* [LISTED RECORDS]
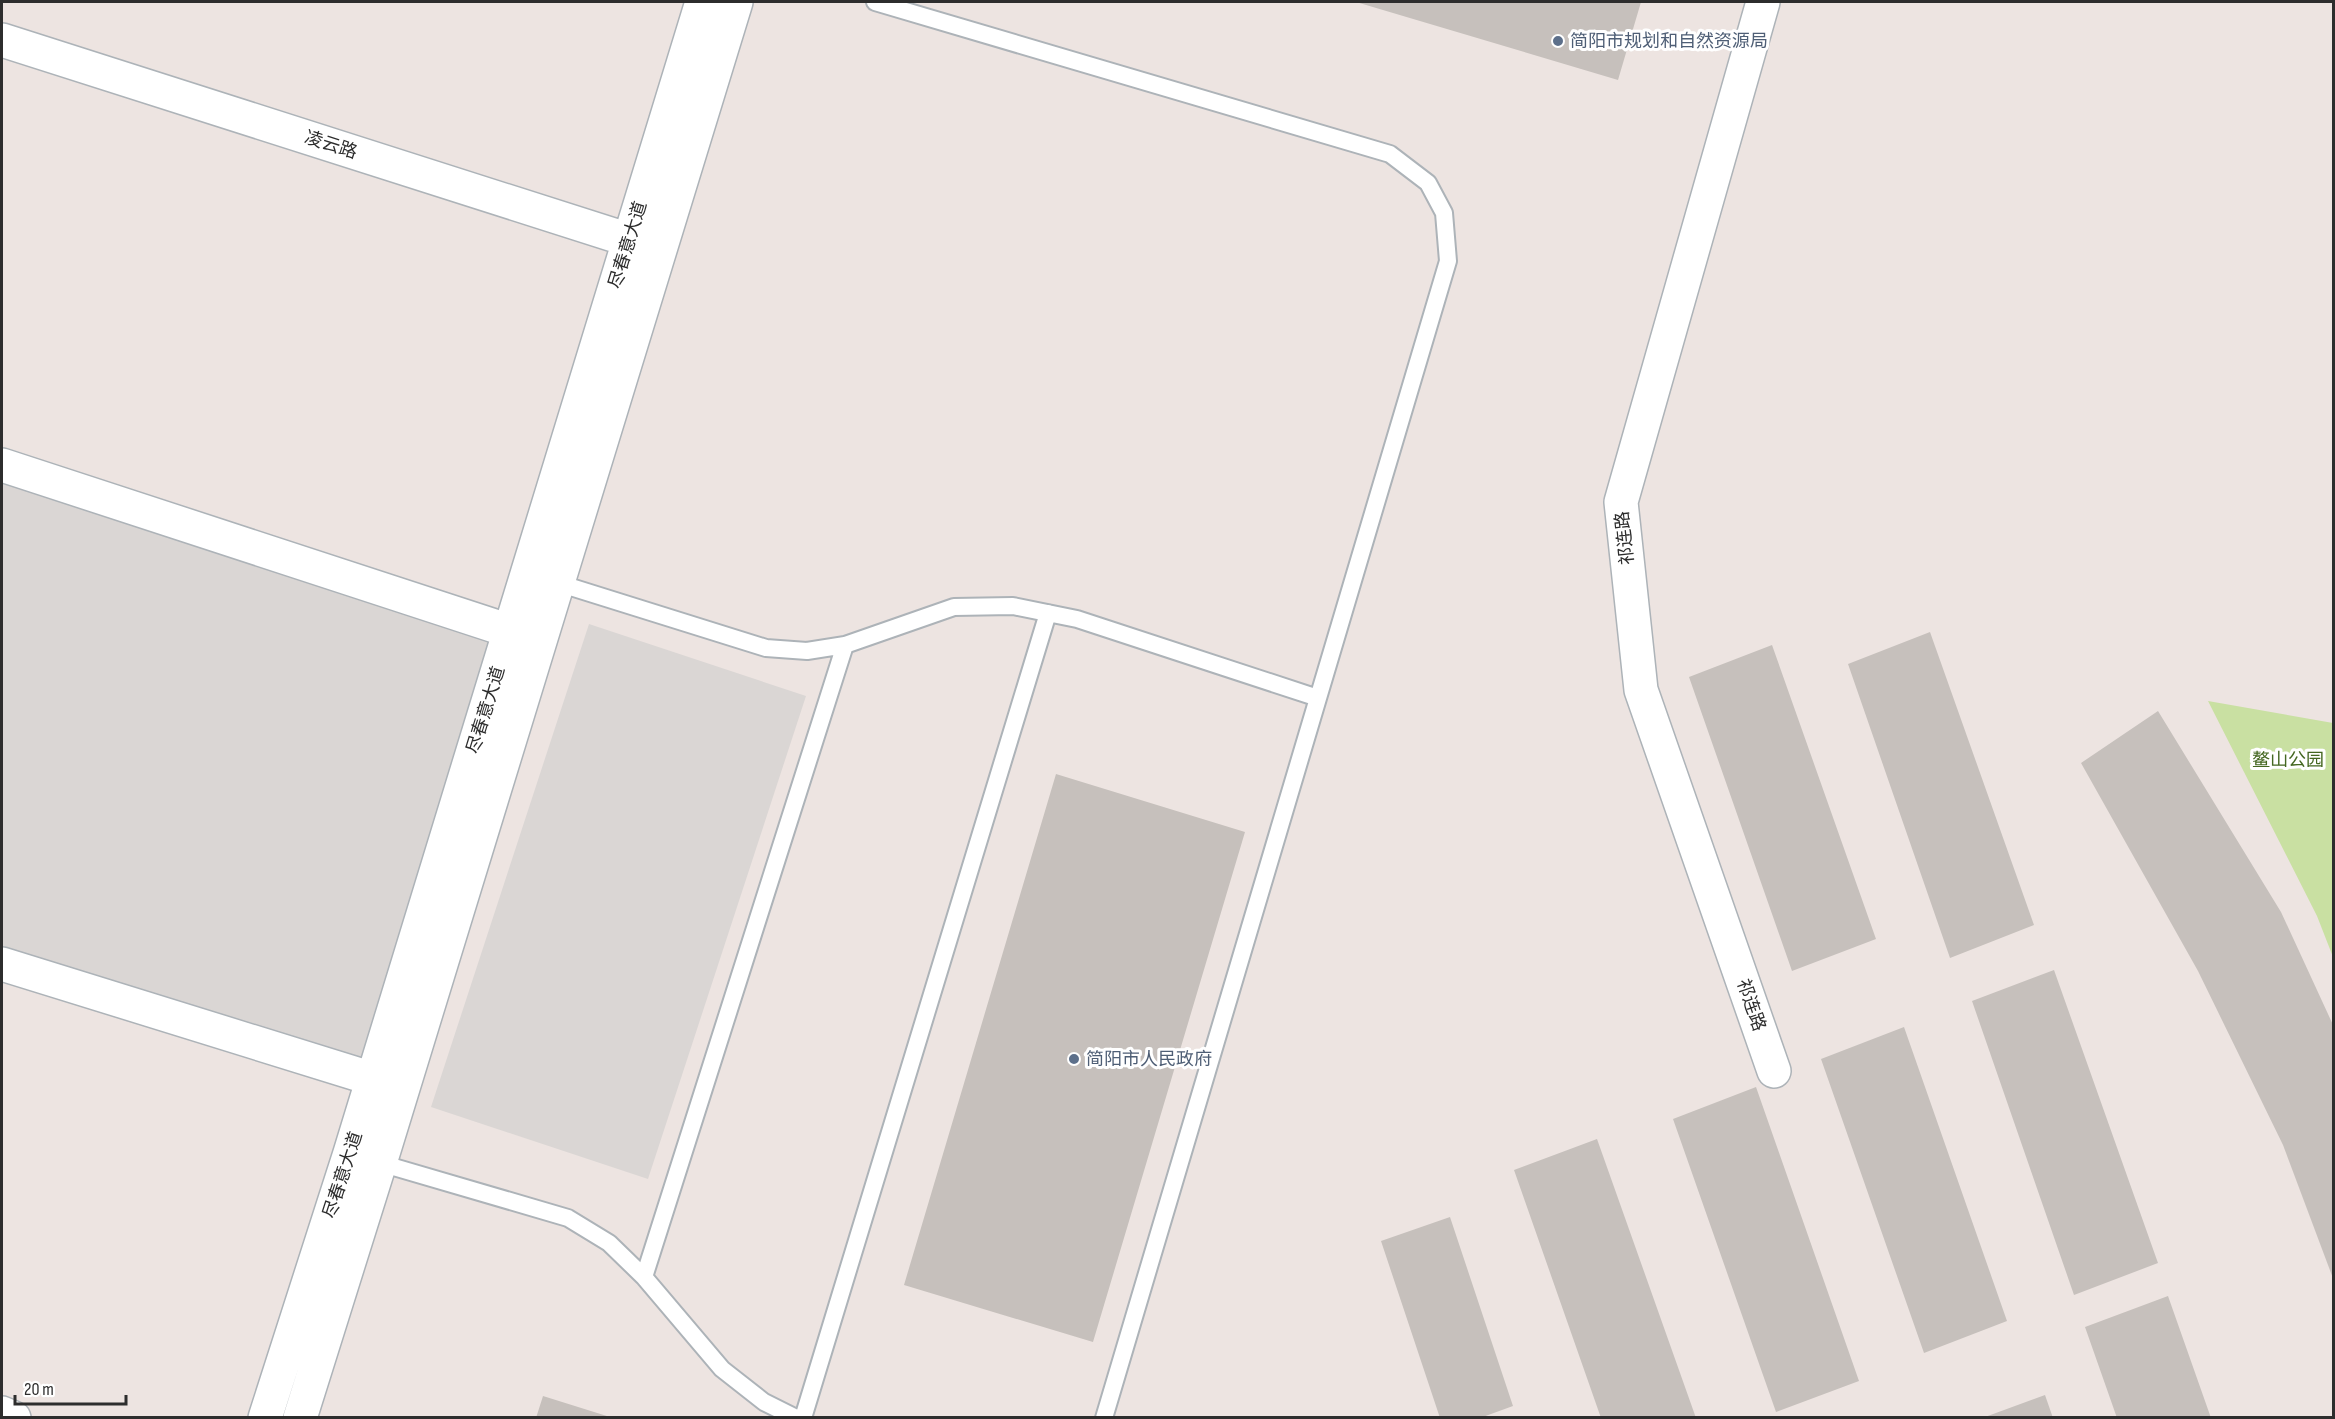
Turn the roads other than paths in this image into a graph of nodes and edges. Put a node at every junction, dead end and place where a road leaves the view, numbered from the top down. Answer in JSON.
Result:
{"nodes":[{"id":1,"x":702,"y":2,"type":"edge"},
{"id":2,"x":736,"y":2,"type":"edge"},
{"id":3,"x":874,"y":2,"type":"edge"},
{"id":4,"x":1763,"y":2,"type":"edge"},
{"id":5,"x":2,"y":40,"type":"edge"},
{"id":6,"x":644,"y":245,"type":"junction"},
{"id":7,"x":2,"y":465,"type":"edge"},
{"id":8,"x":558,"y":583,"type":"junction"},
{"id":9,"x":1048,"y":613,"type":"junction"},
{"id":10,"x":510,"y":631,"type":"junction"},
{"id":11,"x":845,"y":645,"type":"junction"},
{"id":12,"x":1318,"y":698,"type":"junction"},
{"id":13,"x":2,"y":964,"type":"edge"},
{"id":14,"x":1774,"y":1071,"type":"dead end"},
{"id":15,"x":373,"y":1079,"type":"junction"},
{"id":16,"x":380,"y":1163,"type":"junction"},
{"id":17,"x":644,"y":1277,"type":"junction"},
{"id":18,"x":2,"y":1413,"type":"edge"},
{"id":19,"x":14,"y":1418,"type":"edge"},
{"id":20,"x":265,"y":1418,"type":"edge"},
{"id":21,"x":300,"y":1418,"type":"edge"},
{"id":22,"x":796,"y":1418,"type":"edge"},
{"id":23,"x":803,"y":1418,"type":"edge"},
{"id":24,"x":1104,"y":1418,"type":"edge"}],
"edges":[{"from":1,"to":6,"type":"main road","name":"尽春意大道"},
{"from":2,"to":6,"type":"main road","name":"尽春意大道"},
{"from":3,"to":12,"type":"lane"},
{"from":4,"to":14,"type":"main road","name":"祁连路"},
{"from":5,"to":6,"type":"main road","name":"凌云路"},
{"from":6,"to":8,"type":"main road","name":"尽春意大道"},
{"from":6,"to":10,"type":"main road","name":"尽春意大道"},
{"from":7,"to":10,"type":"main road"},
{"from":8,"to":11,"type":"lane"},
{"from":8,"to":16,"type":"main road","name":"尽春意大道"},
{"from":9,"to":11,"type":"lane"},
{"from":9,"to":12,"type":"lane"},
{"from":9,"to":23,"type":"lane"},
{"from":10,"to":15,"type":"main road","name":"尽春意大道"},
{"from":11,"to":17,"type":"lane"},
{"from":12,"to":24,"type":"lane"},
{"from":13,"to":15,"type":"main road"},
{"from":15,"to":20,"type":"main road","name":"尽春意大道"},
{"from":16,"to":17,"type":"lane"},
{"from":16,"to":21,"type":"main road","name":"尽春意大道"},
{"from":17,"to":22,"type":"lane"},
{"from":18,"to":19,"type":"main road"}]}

* [WHAT THE EXERCISE ASKS] A line belongs in the answer if it contains the word "junction"; please copy each such line from the material.

* [RESPONSE TO THIS TASK]
Turn the roads other than paths in this image into a graph of nodes and edges. Put a node at every junction, dead end and place where a road leaves the view, numbered from the top down. Answer in JSON.
{"id":6,"x":644,"y":245,"type":"junction"},
{"id":8,"x":558,"y":583,"type":"junction"},
{"id":9,"x":1048,"y":613,"type":"junction"},
{"id":10,"x":510,"y":631,"type":"junction"},
{"id":11,"x":845,"y":645,"type":"junction"},
{"id":12,"x":1318,"y":698,"type":"junction"},
{"id":15,"x":373,"y":1079,"type":"junction"},
{"id":16,"x":380,"y":1163,"type":"junction"},
{"id":17,"x":644,"y":1277,"type":"junction"},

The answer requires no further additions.